Wörtlich aus den Erinnerungen von Karl Hamm:

In diesem Haus lebte die streng gläubige orthodox-jüdische Familie Winter. Ich sehe den alten Simon Winter mit Bart und langer Pfeife noch vor dem Haus stehen. Ein Ausspruch von Simon Winter: "Ich möchte es mir auf die Stirn schreiben, dass ich ein Jude bin."
Im Haus lebten die Kinder Salomon und Jettchen. Salomon, der spät noch heiratete und eine Tochter hatte, betrieb Viehhandel. Ein Tor an der Ellenstraße führte zu den rückwärts gelegenen Stallungen. Jettchen führte ein Handarbeitsgeschäft.
Es herrschte ein gut nachbarschaftliches Verhältnis zu Familie Winter.

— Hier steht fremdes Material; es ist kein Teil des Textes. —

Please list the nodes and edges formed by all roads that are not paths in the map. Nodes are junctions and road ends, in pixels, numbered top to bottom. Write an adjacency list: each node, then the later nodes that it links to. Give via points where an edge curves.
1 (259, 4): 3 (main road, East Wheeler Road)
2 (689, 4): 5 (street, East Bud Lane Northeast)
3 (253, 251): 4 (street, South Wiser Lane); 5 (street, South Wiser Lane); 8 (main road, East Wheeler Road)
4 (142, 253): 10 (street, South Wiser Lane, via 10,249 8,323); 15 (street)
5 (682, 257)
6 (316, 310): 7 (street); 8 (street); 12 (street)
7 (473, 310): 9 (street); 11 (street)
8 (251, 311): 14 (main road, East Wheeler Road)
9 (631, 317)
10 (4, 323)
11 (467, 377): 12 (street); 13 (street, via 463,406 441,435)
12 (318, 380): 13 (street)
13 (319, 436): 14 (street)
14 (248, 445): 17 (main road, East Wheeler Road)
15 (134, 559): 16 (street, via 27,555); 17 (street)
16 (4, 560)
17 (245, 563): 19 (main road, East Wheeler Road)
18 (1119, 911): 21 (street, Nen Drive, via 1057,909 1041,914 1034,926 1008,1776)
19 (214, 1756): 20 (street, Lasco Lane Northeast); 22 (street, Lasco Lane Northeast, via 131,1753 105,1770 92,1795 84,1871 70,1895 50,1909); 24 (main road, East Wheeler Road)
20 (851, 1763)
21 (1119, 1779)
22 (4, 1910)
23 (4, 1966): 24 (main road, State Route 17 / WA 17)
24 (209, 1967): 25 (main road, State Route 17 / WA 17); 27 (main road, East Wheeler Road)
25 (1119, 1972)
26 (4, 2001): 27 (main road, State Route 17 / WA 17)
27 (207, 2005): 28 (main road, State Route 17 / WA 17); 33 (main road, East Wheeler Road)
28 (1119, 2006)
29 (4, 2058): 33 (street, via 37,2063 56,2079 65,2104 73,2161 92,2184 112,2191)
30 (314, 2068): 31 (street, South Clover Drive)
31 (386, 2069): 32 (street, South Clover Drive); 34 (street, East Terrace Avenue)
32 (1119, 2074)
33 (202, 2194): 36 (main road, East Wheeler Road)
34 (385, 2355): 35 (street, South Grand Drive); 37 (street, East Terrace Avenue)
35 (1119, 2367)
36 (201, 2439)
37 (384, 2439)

Bei Lebensmittel-Hamm wurde "koscher" eingekauft. Am Pascha-Fest erhielt man von Winter ungesäuertes Brot, Mazen genannt. Ein weiterer Sohn von Simon Winter war Karl Winter, Rechtsanwalt in Kempen. Eine Tochter war Krankenschwester in Frankfurt und aktive "Zionistin".
Nach der Machtergreifung in Deutschland durch den Nationalsozialismus wanderte die Familie rechtzeitig aus, zuerst nach Amsterdam, später nach London.
Das Haus kaufte Anstreichermeister Paul Franke. Er baute das Haus völlig um. Im Anbau richtete er seine Werkstatt ein. An der Ellenstraße eröffnete er ein Farben- und Tapetengeschäft. Nach seinem Tod übernahm Sohn Klaus-Udo das Geschäft. Das Ladenlokal wurde jedoch vermietet und anderweitig genutzt.